Collected data entries:
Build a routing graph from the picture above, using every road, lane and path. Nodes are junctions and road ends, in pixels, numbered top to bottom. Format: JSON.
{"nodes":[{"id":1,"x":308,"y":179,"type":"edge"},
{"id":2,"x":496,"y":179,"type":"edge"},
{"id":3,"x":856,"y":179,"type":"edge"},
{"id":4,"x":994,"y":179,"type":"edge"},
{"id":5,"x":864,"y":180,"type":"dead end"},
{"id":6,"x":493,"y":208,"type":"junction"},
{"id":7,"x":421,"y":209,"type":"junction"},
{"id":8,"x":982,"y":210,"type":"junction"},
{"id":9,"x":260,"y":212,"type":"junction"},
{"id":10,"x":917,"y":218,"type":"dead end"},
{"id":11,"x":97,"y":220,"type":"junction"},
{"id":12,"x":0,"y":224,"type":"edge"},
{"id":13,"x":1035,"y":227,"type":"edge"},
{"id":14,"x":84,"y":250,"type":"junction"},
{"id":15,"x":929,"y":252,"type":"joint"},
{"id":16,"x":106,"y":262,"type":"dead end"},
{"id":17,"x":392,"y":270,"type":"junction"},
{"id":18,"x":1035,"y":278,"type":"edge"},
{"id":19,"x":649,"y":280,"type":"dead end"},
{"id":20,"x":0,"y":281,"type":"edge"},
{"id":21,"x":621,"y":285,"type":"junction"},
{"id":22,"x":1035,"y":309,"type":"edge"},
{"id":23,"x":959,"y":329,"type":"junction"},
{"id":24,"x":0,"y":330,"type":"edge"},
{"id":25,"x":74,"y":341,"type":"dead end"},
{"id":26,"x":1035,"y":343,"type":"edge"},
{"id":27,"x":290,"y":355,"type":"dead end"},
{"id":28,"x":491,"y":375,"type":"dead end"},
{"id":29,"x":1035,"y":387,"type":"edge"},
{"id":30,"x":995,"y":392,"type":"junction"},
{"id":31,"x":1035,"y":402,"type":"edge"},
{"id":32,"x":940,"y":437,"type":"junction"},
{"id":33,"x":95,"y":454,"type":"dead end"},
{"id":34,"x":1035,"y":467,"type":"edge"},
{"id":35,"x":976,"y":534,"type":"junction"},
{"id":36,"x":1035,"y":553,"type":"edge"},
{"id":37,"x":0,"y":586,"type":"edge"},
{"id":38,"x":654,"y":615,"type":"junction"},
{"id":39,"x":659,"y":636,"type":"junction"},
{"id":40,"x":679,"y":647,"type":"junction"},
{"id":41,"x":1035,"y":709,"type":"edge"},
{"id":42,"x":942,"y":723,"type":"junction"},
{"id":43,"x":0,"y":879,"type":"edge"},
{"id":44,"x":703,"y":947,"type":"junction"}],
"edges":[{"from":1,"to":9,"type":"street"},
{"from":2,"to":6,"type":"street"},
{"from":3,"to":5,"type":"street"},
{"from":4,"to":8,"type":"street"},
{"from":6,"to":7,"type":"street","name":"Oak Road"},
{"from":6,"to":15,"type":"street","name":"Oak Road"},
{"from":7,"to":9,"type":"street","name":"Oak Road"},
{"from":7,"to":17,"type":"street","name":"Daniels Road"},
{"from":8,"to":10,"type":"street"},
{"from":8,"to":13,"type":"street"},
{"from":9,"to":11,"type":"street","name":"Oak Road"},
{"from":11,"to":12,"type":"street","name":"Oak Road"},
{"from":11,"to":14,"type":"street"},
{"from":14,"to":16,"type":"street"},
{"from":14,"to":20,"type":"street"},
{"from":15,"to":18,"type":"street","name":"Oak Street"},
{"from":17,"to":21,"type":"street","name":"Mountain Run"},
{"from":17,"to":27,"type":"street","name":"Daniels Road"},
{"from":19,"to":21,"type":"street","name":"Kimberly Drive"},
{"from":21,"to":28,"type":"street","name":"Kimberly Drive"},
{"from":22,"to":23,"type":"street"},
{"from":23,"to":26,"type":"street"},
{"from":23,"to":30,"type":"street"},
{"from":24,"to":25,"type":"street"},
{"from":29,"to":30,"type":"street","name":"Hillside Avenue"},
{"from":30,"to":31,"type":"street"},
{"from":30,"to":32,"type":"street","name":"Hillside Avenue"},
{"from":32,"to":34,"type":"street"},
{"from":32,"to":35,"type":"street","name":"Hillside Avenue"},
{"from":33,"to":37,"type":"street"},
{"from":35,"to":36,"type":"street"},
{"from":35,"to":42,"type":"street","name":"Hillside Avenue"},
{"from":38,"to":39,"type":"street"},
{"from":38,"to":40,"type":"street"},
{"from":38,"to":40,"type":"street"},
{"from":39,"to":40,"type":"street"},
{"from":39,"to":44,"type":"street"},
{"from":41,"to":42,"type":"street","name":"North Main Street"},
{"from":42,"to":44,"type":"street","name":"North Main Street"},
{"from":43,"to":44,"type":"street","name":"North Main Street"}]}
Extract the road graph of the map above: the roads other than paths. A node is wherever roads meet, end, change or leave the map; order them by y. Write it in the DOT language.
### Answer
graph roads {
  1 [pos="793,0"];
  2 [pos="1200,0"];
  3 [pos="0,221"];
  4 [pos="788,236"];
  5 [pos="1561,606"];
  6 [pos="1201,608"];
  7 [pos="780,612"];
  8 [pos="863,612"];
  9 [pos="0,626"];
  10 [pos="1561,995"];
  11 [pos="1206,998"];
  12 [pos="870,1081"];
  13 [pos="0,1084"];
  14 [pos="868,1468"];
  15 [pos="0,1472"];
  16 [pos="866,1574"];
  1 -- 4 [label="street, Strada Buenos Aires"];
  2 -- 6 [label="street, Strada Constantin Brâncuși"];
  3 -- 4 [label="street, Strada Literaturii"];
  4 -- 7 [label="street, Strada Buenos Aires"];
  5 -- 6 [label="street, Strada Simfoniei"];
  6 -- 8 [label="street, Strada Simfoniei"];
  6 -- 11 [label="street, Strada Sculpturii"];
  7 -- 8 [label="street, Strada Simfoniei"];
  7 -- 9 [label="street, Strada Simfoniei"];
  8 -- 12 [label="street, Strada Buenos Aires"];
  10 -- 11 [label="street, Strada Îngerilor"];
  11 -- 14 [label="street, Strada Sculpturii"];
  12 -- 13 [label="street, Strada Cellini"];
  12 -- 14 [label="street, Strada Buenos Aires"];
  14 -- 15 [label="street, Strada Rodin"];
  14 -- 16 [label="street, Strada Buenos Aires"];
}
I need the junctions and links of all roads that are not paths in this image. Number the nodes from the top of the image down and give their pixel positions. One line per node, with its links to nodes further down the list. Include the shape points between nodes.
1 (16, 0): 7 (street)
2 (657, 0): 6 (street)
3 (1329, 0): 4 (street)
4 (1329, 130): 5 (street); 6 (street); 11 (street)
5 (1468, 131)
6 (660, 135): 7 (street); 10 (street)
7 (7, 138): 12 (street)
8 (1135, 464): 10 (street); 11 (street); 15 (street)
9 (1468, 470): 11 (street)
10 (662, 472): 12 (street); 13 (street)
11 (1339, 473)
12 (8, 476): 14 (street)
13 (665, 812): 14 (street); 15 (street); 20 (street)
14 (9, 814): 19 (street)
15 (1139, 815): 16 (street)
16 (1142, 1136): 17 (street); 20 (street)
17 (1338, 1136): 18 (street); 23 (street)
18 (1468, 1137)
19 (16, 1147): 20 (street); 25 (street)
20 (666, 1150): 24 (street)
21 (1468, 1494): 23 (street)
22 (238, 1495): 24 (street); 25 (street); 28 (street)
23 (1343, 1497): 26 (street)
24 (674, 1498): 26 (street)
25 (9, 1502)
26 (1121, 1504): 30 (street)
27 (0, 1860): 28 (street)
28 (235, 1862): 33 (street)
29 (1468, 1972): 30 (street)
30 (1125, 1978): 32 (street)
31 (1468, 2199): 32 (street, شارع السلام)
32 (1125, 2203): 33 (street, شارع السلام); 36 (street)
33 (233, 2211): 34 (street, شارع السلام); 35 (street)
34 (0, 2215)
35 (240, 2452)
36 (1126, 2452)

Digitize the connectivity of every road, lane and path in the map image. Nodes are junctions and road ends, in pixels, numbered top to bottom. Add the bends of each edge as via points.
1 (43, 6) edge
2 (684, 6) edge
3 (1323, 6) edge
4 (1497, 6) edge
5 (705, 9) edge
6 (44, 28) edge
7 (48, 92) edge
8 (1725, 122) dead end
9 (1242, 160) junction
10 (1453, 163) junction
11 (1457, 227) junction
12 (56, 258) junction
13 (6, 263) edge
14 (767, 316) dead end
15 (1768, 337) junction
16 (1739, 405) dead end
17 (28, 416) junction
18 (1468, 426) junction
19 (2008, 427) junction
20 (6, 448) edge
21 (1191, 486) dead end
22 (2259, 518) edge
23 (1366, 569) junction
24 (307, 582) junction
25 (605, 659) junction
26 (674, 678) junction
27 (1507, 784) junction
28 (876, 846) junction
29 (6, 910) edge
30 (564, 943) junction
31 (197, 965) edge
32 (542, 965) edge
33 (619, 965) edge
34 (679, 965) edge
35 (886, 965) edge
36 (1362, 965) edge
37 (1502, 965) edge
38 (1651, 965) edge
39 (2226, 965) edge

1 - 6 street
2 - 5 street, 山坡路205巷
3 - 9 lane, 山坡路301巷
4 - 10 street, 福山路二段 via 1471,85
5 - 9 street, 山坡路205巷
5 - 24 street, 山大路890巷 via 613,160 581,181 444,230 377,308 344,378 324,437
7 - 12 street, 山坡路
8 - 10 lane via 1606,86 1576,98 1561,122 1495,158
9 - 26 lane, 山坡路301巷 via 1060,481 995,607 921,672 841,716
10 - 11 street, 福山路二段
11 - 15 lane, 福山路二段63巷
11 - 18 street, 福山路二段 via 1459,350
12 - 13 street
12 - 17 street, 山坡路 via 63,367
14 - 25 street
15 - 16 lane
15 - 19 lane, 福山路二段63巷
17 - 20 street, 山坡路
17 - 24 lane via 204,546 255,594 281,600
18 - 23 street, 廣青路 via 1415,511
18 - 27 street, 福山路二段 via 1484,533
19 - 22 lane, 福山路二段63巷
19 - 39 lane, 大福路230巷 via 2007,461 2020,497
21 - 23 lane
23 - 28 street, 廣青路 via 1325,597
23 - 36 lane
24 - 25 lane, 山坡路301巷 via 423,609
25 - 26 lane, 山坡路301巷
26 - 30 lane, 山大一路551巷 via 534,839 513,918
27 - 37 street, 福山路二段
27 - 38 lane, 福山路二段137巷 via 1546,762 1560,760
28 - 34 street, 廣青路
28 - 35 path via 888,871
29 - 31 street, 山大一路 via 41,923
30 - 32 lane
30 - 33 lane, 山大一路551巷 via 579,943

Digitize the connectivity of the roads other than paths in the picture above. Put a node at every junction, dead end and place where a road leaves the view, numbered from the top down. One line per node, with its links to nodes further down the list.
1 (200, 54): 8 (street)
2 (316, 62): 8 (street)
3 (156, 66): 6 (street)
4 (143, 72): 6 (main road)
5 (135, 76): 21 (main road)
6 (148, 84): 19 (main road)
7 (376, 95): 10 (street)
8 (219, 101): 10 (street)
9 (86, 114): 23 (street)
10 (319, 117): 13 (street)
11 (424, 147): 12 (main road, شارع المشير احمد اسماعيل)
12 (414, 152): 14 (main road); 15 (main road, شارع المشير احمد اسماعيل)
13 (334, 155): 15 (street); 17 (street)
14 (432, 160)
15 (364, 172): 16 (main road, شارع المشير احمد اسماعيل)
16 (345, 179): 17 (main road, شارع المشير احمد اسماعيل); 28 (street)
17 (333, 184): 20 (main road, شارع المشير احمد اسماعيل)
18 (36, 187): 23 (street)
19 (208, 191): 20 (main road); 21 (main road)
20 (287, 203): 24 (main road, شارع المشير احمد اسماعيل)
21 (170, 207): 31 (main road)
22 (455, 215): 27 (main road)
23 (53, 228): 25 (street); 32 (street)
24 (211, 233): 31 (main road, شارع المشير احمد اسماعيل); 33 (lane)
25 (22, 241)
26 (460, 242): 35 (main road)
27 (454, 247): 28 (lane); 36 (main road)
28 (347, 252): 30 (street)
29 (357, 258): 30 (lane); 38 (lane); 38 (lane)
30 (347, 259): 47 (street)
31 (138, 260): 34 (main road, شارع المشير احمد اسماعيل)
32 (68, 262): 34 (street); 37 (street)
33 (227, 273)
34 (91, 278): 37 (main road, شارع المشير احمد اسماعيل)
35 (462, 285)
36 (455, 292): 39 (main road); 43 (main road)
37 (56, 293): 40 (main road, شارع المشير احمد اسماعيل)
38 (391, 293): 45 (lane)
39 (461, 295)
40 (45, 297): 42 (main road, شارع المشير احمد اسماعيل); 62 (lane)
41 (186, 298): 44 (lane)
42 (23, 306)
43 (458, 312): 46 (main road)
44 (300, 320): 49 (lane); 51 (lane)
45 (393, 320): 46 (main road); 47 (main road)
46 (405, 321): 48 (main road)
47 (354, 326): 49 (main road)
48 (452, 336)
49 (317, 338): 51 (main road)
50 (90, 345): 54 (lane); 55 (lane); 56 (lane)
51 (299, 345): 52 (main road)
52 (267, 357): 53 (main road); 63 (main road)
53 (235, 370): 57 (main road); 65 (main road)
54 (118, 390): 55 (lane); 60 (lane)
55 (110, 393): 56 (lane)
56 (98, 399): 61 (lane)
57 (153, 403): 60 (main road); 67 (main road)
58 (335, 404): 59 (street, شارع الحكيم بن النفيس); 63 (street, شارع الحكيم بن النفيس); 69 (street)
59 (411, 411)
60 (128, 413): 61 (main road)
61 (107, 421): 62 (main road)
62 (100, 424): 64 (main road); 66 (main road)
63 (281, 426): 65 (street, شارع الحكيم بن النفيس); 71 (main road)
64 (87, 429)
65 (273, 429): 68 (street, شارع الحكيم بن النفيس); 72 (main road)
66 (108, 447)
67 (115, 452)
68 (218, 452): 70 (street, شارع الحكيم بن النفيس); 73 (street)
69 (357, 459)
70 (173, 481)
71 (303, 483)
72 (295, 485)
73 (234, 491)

# Problem statement
All lines above that include the word "Kimberly" must be copied into the answer.

# Output for this exercise
{"from":19,"to":21,"type":"street","name":"Kimberly Drive"},
{"from":21,"to":28,"type":"street","name":"Kimberly Drive"},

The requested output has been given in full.